Segundo os participantes, embora a Marinha Paraguaia não tenha imposto restrições de navegação, órgãos ambientais vizinhos estariam exigindo valores exorbitantes para liberar o trânsito dos competidores.

O festival, que já se consagrou como uma referência nacional, atrai pescadores de todo o país e de países vizinhos, contando com mais de 400 barcos inscritos e uma premiação que chega a meio milhão de reais.

A organização garante que o evento acontece estritamente em áreas liberadas e segue protocolos rígidos de preservação: todos os peixes são pesados, medidos e devolvidos ao habitat imediatamente, com monitoramento por câmeras especiais para garantir o impacto zero ao meio ambiente.

A imposição de taxas elevadas de última hora por parte das autoridades paraguaias é vista como uma ameaça ao turismo regional e à integração do Mercosul.

O evento é o maior torneio de pesca esportiva do Brasil e conta com a participação de mais de 400 embarcações e o bloqueio financeiro e burocrático imposto pelo país vizinho atinge diretamente competidores que utilizam as águas internacionais para acessar a arena da competição, impactando o turismo e a economia da região litorânea do Lago de Itaipu.

O impasse ocorre especialmente na região de Porto Índio, onde pescadores relatam que, apesar de possuírem o registro "Rol" (documento de logística), órgãos ambientais paraguaios estão exigindo o pagamento de taxas elevadas sob a ameaça de apreensão imediata das embarcações que navegarem pelas "bocas" (canais de acesso).

A situação cria um contraste regulatório crítico.

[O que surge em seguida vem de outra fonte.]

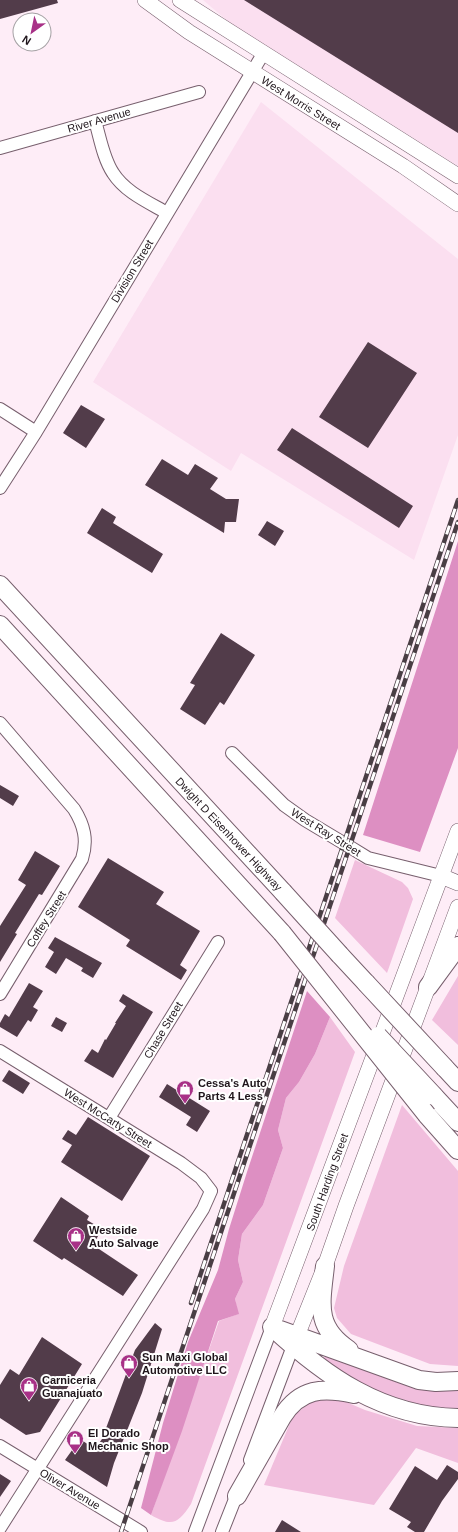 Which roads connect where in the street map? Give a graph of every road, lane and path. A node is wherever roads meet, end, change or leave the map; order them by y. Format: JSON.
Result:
{"nodes":[{"id":1,"x":145,"y":0,"type":"edge"},
{"id":2,"x":180,"y":0,"type":"edge"},
{"id":3,"x":263,"y":54,"type":"junction"},
{"id":4,"x":252,"y":72,"type":"junction"},
{"id":5,"x":199,"y":92,"type":"dead end"},
{"id":6,"x":95,"y":121,"type":"junction"},
{"id":7,"x":0,"y":148,"type":"edge"},
{"id":8,"x":458,"y":176,"type":"edge"},
{"id":9,"x":458,"y":204,"type":"edge"},
{"id":10,"x":167,"y":213,"type":"junction"},
{"id":11,"x":0,"y":409,"type":"edge"},
{"id":12,"x":36,"y":432,"type":"junction"},
{"id":13,"x":0,"y":488,"type":"edge"},
{"id":14,"x":0,"y":585,"type":"edge"},
{"id":15,"x":0,"y":625,"type":"edge"},
{"id":16,"x":0,"y":724,"type":"edge"},
{"id":17,"x":232,"y":753,"type":"dead end"},
{"id":18,"x":458,"y":831,"type":"edge"},
{"id":19,"x":458,"y":871,"type":"edge"},
{"id":20,"x":441,"y":876,"type":"junction"},
{"id":21,"x":458,"y":883,"type":"edge"},
{"id":22,"x":458,"y":907,"type":"edge"},
{"id":23,"x":277,"y":926,"type":"junction"},
{"id":24,"x":218,"y":942,"type":"dead end"},
{"id":25,"x":458,"y":946,"type":"edge"},
{"id":26,"x":428,"y":987,"type":"junction"},
{"id":27,"x":0,"y":994,"type":"edge"},
{"id":28,"x":0,"y":1051,"type":"edge"},
{"id":29,"x":451,"y":1063,"type":"edge"},
{"id":30,"x":458,"y":1082,"type":"edge"},
{"id":31,"x":109,"y":1118,"type":"junction"},
{"id":32,"x":458,"y":1122,"type":"edge"},
{"id":33,"x":458,"y":1150,"type":"edge"},
{"id":34,"x":325,"y":1266,"type":"junction"},
{"id":35,"x":272,"y":1327,"type":"junction"},
{"id":36,"x":295,"y":1341,"type":"junction"},
{"id":37,"x":360,"y":1357,"type":"junction"},
{"id":38,"x":458,"y":1381,"type":"edge"},
{"id":39,"x":364,"y":1396,"type":"junction"},
{"id":40,"x":458,"y":1418,"type":"edge"},
{"id":41,"x":0,"y":1446,"type":"edge"},
{"id":42,"x":38,"y":1470,"type":"junction"},
{"id":43,"x":237,"y":1496,"type":"junction"},
{"id":44,"x":0,"y":1528,"type":"edge"},
{"id":45,"x":141,"y":1532,"type":"edge"},
{"id":46,"x":195,"y":1532,"type":"edge"},
{"id":47,"x":222,"y":1532,"type":"edge"}],
"edges":[{"from":1,"to":4,"type":"main road","name":"West Morris Street"},
{"from":2,"to":3,"type":"main road","name":"West Morris Street"},
{"from":3,"to":4,"type":"street","name":"Division Street"},
{"from":3,"to":8,"type":"main road","name":"West Morris Street"},
{"from":4,"to":9,"type":"main road","name":"West Morris Street"},
{"from":4,"to":10,"type":"street","name":"Division Street"},
{"from":5,"to":6,"type":"street","name":"River Avenue"},
{"from":6,"to":7,"type":"street","name":"River Avenue"},
{"from":6,"to":10,"type":"street"},
{"from":10,"to":12,"type":"street","name":"Division Street"},
{"from":11,"to":12,"type":"street"},
{"from":12,"to":13,"type":"street","name":"Division Street"},
{"from":14,"to":29,"type":"highway","name":"Dwight D Eisenhower Highway","bridge":true},
{"from":15,"to":23,"type":"highway"},
{"from":16,"to":27,"type":"street","name":"Coffey Street"},
{"from":17,"to":20,"type":"street","name":"West Ray Street"},
{"from":18,"to":20,"type":"main road","name":"South Harding Street"},
{"from":19,"to":20,"type":"main road"},
{"from":20,"to":21,"type":"main road","name":"West Ray Street"},
{"from":20,"to":35,"type":"main road","name":"South Harding Street"},
{"from":22,"to":26,"type":"main road"},
{"from":23,"to":32,"type":"highway","bridge":true},
{"from":23,"to":33,"type":"highway","bridge":true},
{"from":24,"to":31,"type":"street","name":"Chase Street"},
{"from":25,"to":26,"type":"highway"},
{"from":26,"to":34,"type":"main road"},
{"from":28,"to":31,"type":"street","name":"West McCarty Street"},
{"from":29,"to":30,"type":"highway"},
{"from":31,"to":42,"type":"street","name":"West McCarty Street"},
{"from":34,"to":36,"type":"main road"},
{"from":34,"to":37,"type":"highway"},
{"from":35,"to":36,"type":"highway"},
{"from":35,"to":46,"type":"street","name":"South Harding Street"},
{"from":36,"to":37,"type":"highway"},
{"from":36,"to":39,"type":"highway"},
{"from":36,"to":43,"type":"street"},
{"from":37,"to":38,"type":"highway"},
{"from":39,"to":40,"type":"highway"},
{"from":39,"to":43,"type":"highway"},
{"from":41,"to":42,"type":"street","name":"Oliver Avenue"},
{"from":42,"to":44,"type":"street"},
{"from":42,"to":45,"type":"street","name":"Oliver Avenue"},
{"from":43,"to":47,"type":"street"}]}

Enquanto no lado brasileiro a pesca esportiva no sistema "pesque e solte" é permitida e incentivada, o MADES (Ministério do Meio Ambiente do Paraguai) tem endurecido a fiscalização durante o período do torneio.

Segundo as mensagens que o Jornal Correio do Lago teve acesso, o comando paraguaio evitou conceder autorizações formais para não gerar "inconvenientes" legais às autoridades locais, deixando os pescadores do Mercosul em uma zona de insegurança jurídica.